- _Data to process_:
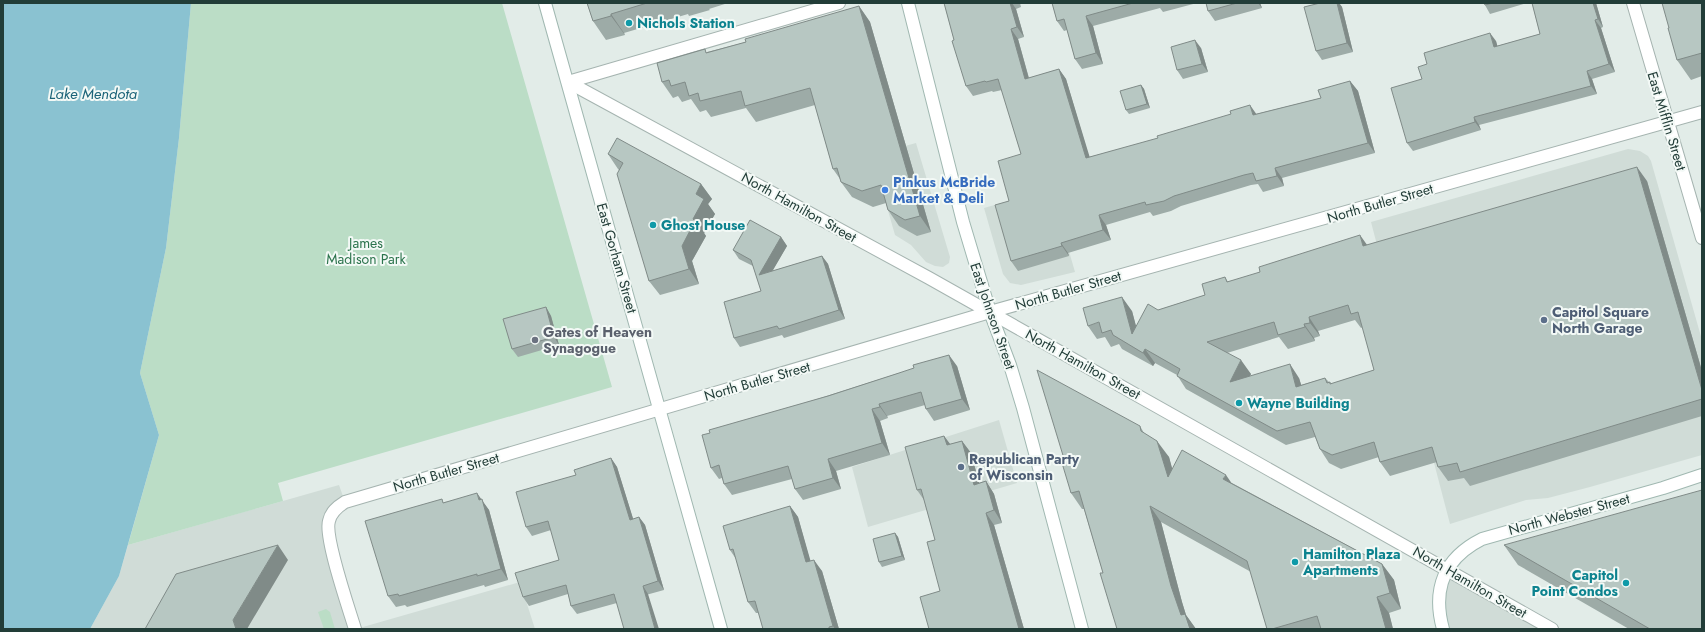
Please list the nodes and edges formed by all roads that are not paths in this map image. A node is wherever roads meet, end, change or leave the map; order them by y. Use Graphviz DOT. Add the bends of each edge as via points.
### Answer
graph roads {
  1 [pos="544,3"];
  2 [pos="839,3"];
  3 [pos="908,3"];
  4 [pos="1633,3"];
  5 [pos="568,82"];
  6 [pos="1702,112"];
  7 [pos="1667,122"];
  8 [pos="1702,238"];
  9 [pos="990,312"];
  10 [pos="660,409"];
  11 [pos="1702,475"];
  12 [pos="1447,569"];
  13 [pos="355,629"];
  14 [pos="721,629"];
  15 [pos="1082,629"];
  16 [pos="1443,629"];
  17 [pos="1552,629"];
  1 -- 5 [label="street, East Gorham Street"];
  2 -- 5 [label="street"];
  3 -- 9 [label="street, East Johnson Street" via="963,222"];
  4 -- 7 [label="street, East Mifflin Street"];
  5 -- 9 [label="street, North Hamilton Street"];
  5 -- 10 [label="street, East Gorham Street"];
  6 -- 7 [label="street, North Butler Street"];
  7 -- 8 [label="street, East Mifflin Street"];
  7 -- 9 [label="street, North Butler Street"];
  9 -- 10 [label="street, North Butler Street"];
  9 -- 12 [label="street, North Hamilton Street"];
  9 -- 15 [label="street, East Johnson Street" via="1023,408"];
  10 -- 13 [label="street, North Butler Street" via="345,502 337,507 328,522 329,539"];
  10 -- 14 [label="street, East Gorham Street"];
  11 -- 12 [label="street, North Webster Street" via="1482,538 1467,546"];
  12 -- 16 [label="street, North Webster Street" via="1439,586 1438,601"];
  12 -- 17 [label="street, North Hamilton Street"];
}
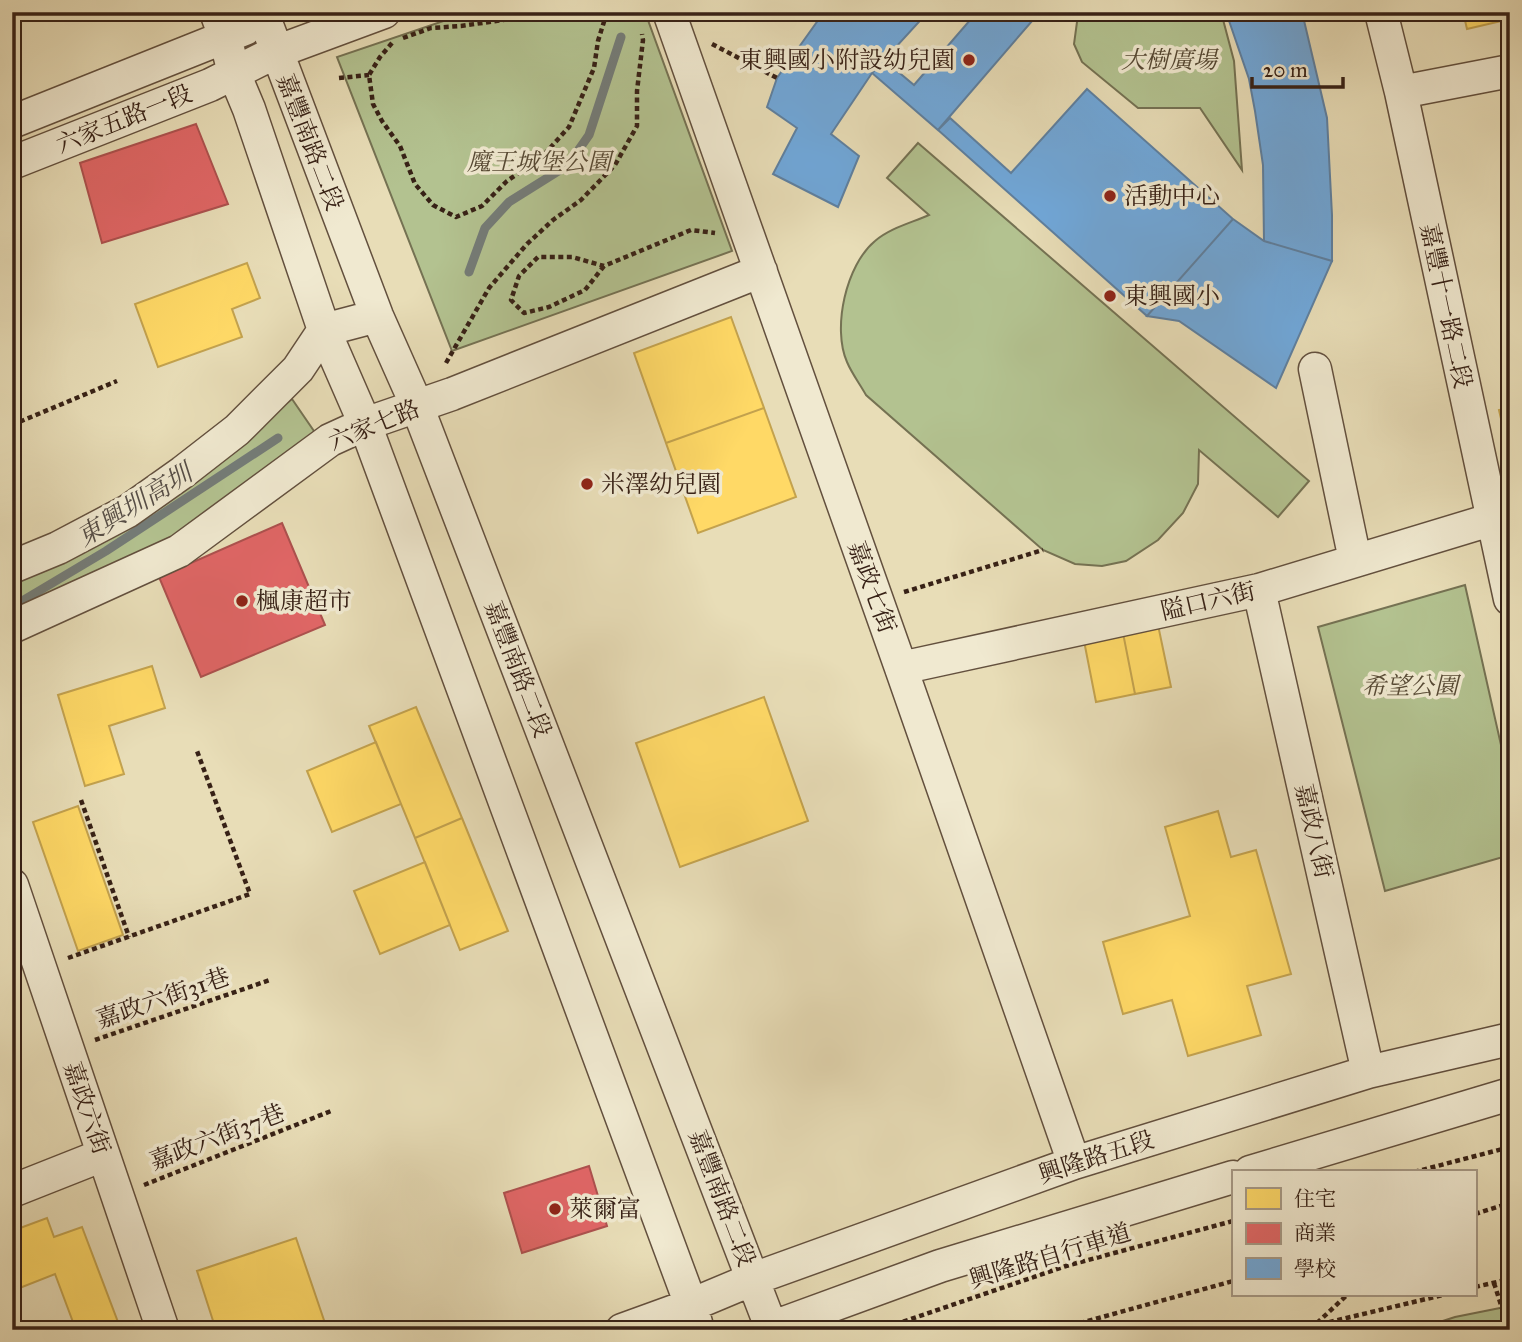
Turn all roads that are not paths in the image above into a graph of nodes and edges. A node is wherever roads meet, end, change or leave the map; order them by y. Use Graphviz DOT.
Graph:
graph roads {
  1 [pos="384,12"];
  2 [pos="1381,12"];
  3 [pos="270,15"];
  4 [pos="679,15"];
  5 [pos="220,25"];
  6 [pos="276,52"];
  7 [pos="1510,71"];
  8 [pos="234,74"];
  9 [pos="1401,92"];
  10 [pos="12,122"];
  11 [pos="12,163"];
  12 [pos="761,271"];
  13 [pos="377,316"];
  14 [pos="324,330"];
  15 [pos="1314,369"];
  16 [pos="417,406"];
  17 [pos="365,424"];
  18 [pos="1501,516"];
  19 [pos="1355,560"];
  20 [pos="12,567"];
  21 [pos="1259,590"];
  22 [pos="1510,599"];
  23 [pos="12,627"];
  24 [pos="901,668"];
  25 [pos="12,885"];
  26 [pos="18,917"];
  27 [pos="1510,1039"];
  28 [pos="1368,1072"];
  29 [pos="1510,1094"];
  30 [pos="103,1155"];
  31 [pos="1074,1163"];
  32 [pos="1257,1170"];
  33 [pos="1232,1177"];
  34 [pos="12,1191"];
  35 [pos="753,1279"];
  36 [pos="694,1317"];
  37 [pos="768,1329"];
  38 [pos="163,1330"];
  39 [pos="622,1330"];
  1 -- 6 [label="street, 六家五路一段"];
  2 -- 9 [label="street, 嘉豐十一路二段"];
  3 -- 5 [label="street, 六家五路一段"];
  3 -- 6 [label="street, 嘉豐南路二段"];
  4 -- 12 [label="street, 嘉政七街"];
  5 -- 8 [label="street, 嘉豐南路二段"];
  5 -- 10 [label="street, 六家五路一段"];
  6 -- 8 [label="street, 六家五路一段"];
  6 -- 13 [label="street, 嘉豐南路二段"];
  7 -- 9 [label="street"];
  8 -- 11 [label="street, 六家五路一段"];
  8 -- 14 [label="street, 嘉豐南路二段"];
  9 -- 18 [label="street, 嘉豐十一路二段"];
  12 -- 16 [label="street, 六家七路"];
  12 -- 24 [label="street, 嘉政七街"];
  13 -- 14 [label="street"];
  13 -- 16 [label="street, 嘉豐南路二段"];
  14 -- 17 [label="street, 嘉豐南路二段"];
  14 -- 20 [label="street"];
  15 -- 19 [label="street"];
  16 -- 17 [label="street, 六家七路"];
  16 -- 35 [label="street, 嘉豐南路二段"];
  17 -- 23 [label="street, 六家七路"];
  17 -- 36 [label="street, 嘉豐南路二段"];
  18 -- 19 [label="street, 隘口六街"];
  18 -- 22 [label="street, 嘉豐十一路二段"];
  19 -- 21 [label="street, 隘口六街"];
  21 -- 24 [label="street, 隘口六街"];
  21 -- 28 [label="street, 嘉政八街"];
  24 -- 31 [label="street, 嘉政七街"];
  25 -- 26 [label="street, 嘉政六街"];
  26 -- 30 [label="street, 嘉政六街"];
  27 -- 28 [label="street, 興隆路五段"];
  28 -- 31 [label="street, 興隆路五段"];
  29 -- 32 [label="street"];
  30 -- 34 [label="street"];
  30 -- 38 [label="street, 嘉政六街"];
  31 -- 35 [label="street, 興隆路五段"];
  33 -- 37 [label="street"];
  35 -- 36 [label="street, 興隆路五段"];
  35 -- 37 [label="street, 嘉豐南路二段"];
  36 -- 39 [label="street, 興隆路五段"];
}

- _Exercise requirements_: Every entry should be returned exactly as written, minus the pictures.

- _Response below_:
Please list the nodes and edges formed by all roads that are not paths in this map image. A node is wherever roads meet, end, change or leave the map; order them by y. Use Graphviz DOT. Add the bends of each edge as via points.
### Answer
graph roads {
  1 [pos="544,3"];
  2 [pos="839,3"];
  3 [pos="908,3"];
  4 [pos="1633,3"];
  5 [pos="568,82"];
  6 [pos="1702,112"];
  7 [pos="1667,122"];
  8 [pos="1702,238"];
  9 [pos="990,312"];
  10 [pos="660,409"];
  11 [pos="1702,475"];
  12 [pos="1447,569"];
  13 [pos="355,629"];
  14 [pos="721,629"];
  15 [pos="1082,629"];
  16 [pos="1443,629"];
  17 [pos="1552,629"];
  1 -- 5 [label="street, East Gorham Street"];
  2 -- 5 [label="street"];
  3 -- 9 [label="street, East Johnson Street" via="963,222"];
  4 -- 7 [label="street, East Mifflin Street"];
  5 -- 9 [label="street, North Hamilton Street"];
  5 -- 10 [label="street, East Gorham Street"];
  6 -- 7 [label="street, North Butler Street"];
  7 -- 8 [label="street, East Mifflin Street"];
  7 -- 9 [label="street, North Butler Street"];
  9 -- 10 [label="street, North Butler Street"];
  9 -- 12 [label="street, North Hamilton Street"];
  9 -- 15 [label="street, East Johnson Street" via="1023,408"];
  10 -- 13 [label="street, North Butler Street" via="345,502 337,507 328,522 329,539"];
  10 -- 14 [label="street, East Gorham Street"];
  11 -- 12 [label="street, North Webster Street" via="1482,538 1467,546"];
  12 -- 16 [label="street, North Webster Street" via="1439,586 1438,601"];
  12 -- 17 [label="street, North Hamilton Street"];
}
Turn all roads that are not paths in the image above into a graph of nodes and edges. A node is wherever roads meet, end, change or leave the map; order them by y. Use Graphviz DOT.
Graph:
graph roads {
  1 [pos="384,12"];
  2 [pos="1381,12"];
  3 [pos="270,15"];
  4 [pos="679,15"];
  5 [pos="220,25"];
  6 [pos="276,52"];
  7 [pos="1510,71"];
  8 [pos="234,74"];
  9 [pos="1401,92"];
  10 [pos="12,122"];
  11 [pos="12,163"];
  12 [pos="761,271"];
  13 [pos="377,316"];
  14 [pos="324,330"];
  15 [pos="1314,369"];
  16 [pos="417,406"];
  17 [pos="365,424"];
  18 [pos="1501,516"];
  19 [pos="1355,560"];
  20 [pos="12,567"];
  21 [pos="1259,590"];
  22 [pos="1510,599"];
  23 [pos="12,627"];
  24 [pos="901,668"];
  25 [pos="12,885"];
  26 [pos="18,917"];
  27 [pos="1510,1039"];
  28 [pos="1368,1072"];
  29 [pos="1510,1094"];
  30 [pos="103,1155"];
  31 [pos="1074,1163"];
  32 [pos="1257,1170"];
  33 [pos="1232,1177"];
  34 [pos="12,1191"];
  35 [pos="753,1279"];
  36 [pos="694,1317"];
  37 [pos="768,1329"];
  38 [pos="163,1330"];
  39 [pos="622,1330"];
  1 -- 6 [label="street, 六家五路一段"];
  2 -- 9 [label="street, 嘉豐十一路二段"];
  3 -- 5 [label="street, 六家五路一段"];
  3 -- 6 [label="street, 嘉豐南路二段"];
  4 -- 12 [label="street, 嘉政七街"];
  5 -- 8 [label="street, 嘉豐南路二段"];
  5 -- 10 [label="street, 六家五路一段"];
  6 -- 8 [label="street, 六家五路一段"];
  6 -- 13 [label="street, 嘉豐南路二段"];
  7 -- 9 [label="street"];
  8 -- 11 [label="street, 六家五路一段"];
  8 -- 14 [label="street, 嘉豐南路二段"];
  9 -- 18 [label="street, 嘉豐十一路二段"];
  12 -- 16 [label="street, 六家七路"];
  12 -- 24 [label="street, 嘉政七街"];
  13 -- 14 [label="street"];
  13 -- 16 [label="street, 嘉豐南路二段"];
  14 -- 17 [label="street, 嘉豐南路二段"];
  14 -- 20 [label="street"];
  15 -- 19 [label="street"];
  16 -- 17 [label="street, 六家七路"];
  16 -- 35 [label="street, 嘉豐南路二段"];
  17 -- 23 [label="street, 六家七路"];
  17 -- 36 [label="street, 嘉豐南路二段"];
  18 -- 19 [label="street, 隘口六街"];
  18 -- 22 [label="street, 嘉豐十一路二段"];
  19 -- 21 [label="street, 隘口六街"];
  21 -- 24 [label="street, 隘口六街"];
  21 -- 28 [label="street, 嘉政八街"];
  24 -- 31 [label="street, 嘉政七街"];
  25 -- 26 [label="street, 嘉政六街"];
  26 -- 30 [label="street, 嘉政六街"];
  27 -- 28 [label="street, 興隆路五段"];
  28 -- 31 [label="street, 興隆路五段"];
  29 -- 32 [label="street"];
  30 -- 34 [label="street"];
  30 -- 38 [label="street, 嘉政六街"];
  31 -- 35 [label="street, 興隆路五段"];
  33 -- 37 [label="street"];
  35 -- 36 [label="street, 興隆路五段"];
  35 -- 37 [label="street, 嘉豐南路二段"];
  36 -- 39 [label="street, 興隆路五段"];
}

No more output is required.